Pillar Four: Waste-to-Energy as a Bridge
For materials that cannot be efficiently reduced, reused, recycled, or composted, waste-to-energy technologies offer an alternative to landfilling. Modern waste-to-energy facilities convert residual solid waste to electricity while significantly reducing the volume of material that must be landfilled. The ash residue from waste-to-energy processing typically represents 10 to 20 percent of the original waste volume — a dramatic reduction in what ultimately requires land disposal.
Waste-to-energy is not a first-choice option — it should sit below reduction, reuse, and recycling in the waste management hierarchy. But as a bridge technology for residual materials that genuinely cannot be otherwise managed, it offers a significant improvement over landfilling in terms of resource recovery, volume reduction, and long-term liability.
Regional cooperation with neighboring counties could make waste-to-energy infrastructure viable at the scale needed for economic efficiency.
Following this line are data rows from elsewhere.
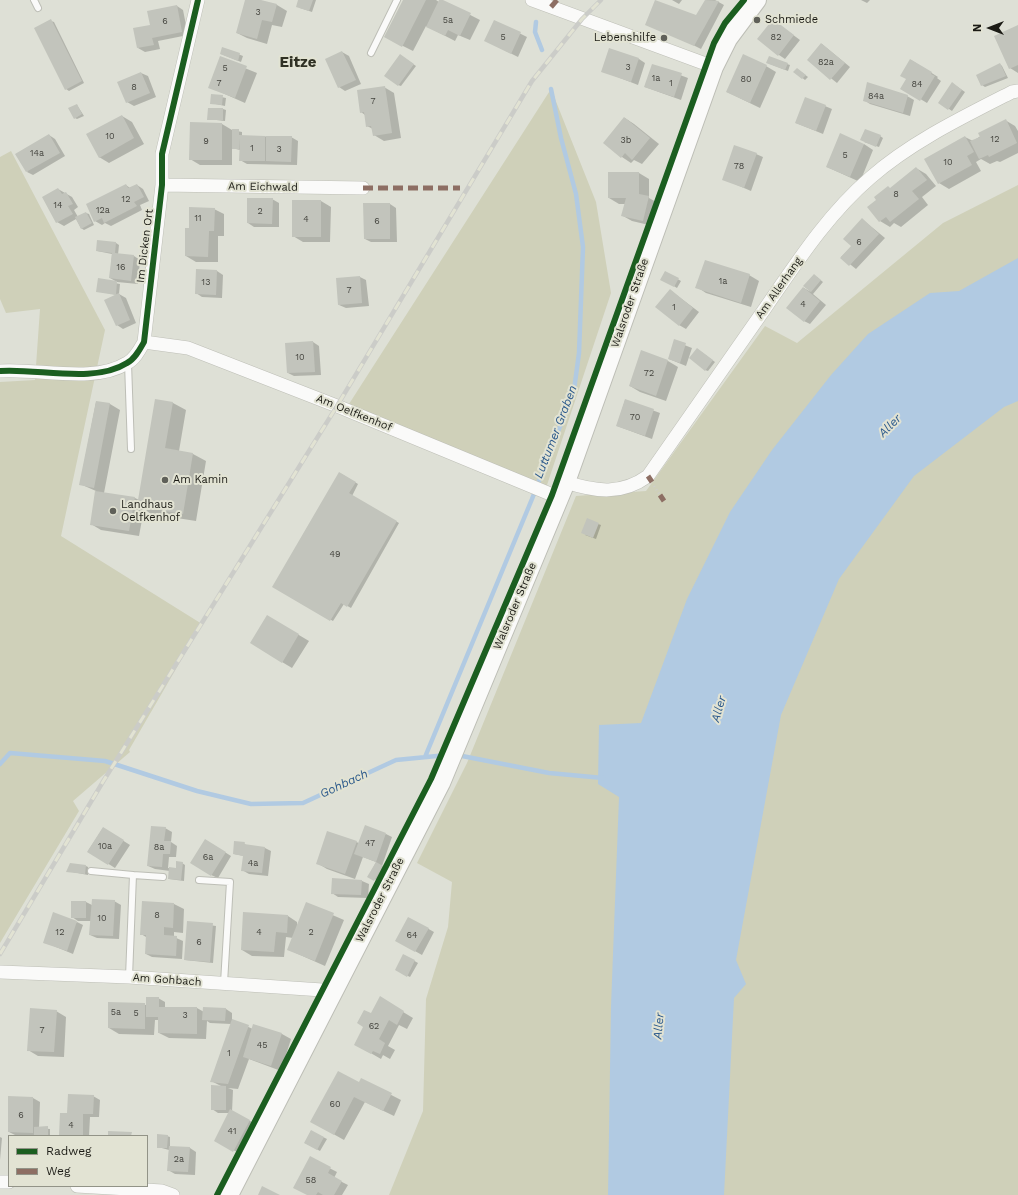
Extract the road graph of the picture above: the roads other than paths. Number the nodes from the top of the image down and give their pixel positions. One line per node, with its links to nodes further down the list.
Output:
1 (34, 0): 6 (lane)
2 (198, 0): 10 (street, Im Dicken Ort)
3 (397, 0): 7 (lane)
4 (532, 0): 8 (street)
5 (757, 0): 8 (main road, Walsroder Straße)
6 (38, 8)
7 (371, 53)
8 (714, 67): 16 (main road, Walsroder Straße)
9 (1018, 91): 16 (street, Am Allerhang)
10 (162, 185): 11 (street, Am Eichwald); 12 (street, Im Dicken Ort)
11 (363, 188)
12 (144, 342): 13 (street); 16 (street, Am Oelfkenhof)
13 (128, 363): 14 (street); 15 (lane)
14 (0, 371)
15 (131, 449)
16 (558, 491): 24 (main road, Walsroder Straße)
17 (91, 871): 18 (lane)
18 (133, 875): 19 (lane); 22 (lane)
19 (164, 877)
20 (199, 880): 23 (lane)
21 (0, 972): 22 (street, Am Gohbach)
22 (129, 977): 23 (street, Am Gohbach)
23 (224, 984): 24 (street, Am Gohbach)
24 (332, 995): 27 (main road, Walsroder Straße)
25 (94, 1187): 26 (street)
26 (172, 1195)
27 (229, 1195)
Yamhill County working with Polk, Marion, and Washington counties on a shared facility could spread capital costs across a larger waste stream while providing each county with access to technology that would be too expensive to justify individually.
What the Third Way Requires
The Third Way is not free, and it is not automatic. It requires three things that Yamhill County's leadership has not yet demonstrated the political will to provide: serious goal-setting, meaningful investment, and accountability for results.
Serious goal-setting means adopting measurable waste diversion targets — specific percentage improvements in diversion rates over specific time periods — and treating them as genuine commitments rather than aspirational wishes. Many Oregon communities have set zero-waste goals; Yamhill County has the capacity to do the same.
Meaningful investment means allocating the resources needed to expand recycling collection, develop composting infrastructure, and support community education programs. These investments pay for themselves over time through reduced landfill costs, but they require upfront commitment. The alternative — continuing to landfill organic waste, recyclables, and other recoverable materials — is not actually the cheaper option once long-term costs are factored in.
Accountability for results means tracking progress against diversion goals, reporting publicly on outcomes, and adjusting programs when they are not meeting targets. Too often, waste management programs are established, funded modestly, and then left to operate without rigorous evaluation. The Third Way requires the same discipline that any other major public investment requires.
A Call to Action
The Yamhill County Planning Commission voted 7-0 against the landfill expansion. The Oregon Land Use Board of Appeals rejected the county's approval of that expansion. The community has made its voice heard through hearings, testimony, and legal action.
Now is the time for Yamhill County's leadership to respond to that community voice not by finding new ways to approve the same expansion, but by embracing the Third Way as the county's actual waste management strategy. The alternatives to landfill expansion are real, they are proven, and they are available. The question is whether Yamhill County's elected officials have the political courage to pursue them.
Waste Not of Yamhill County will continue to advocate for that choice. We believe Yamhill County's residents deserve a waste management system that protects their farmland, their water, and their future — not one that simply grows the landfill until the landfill has consumed everything around it. The Third Way is the path to that better future. We invite Yamhill County's leaders to walk it with us.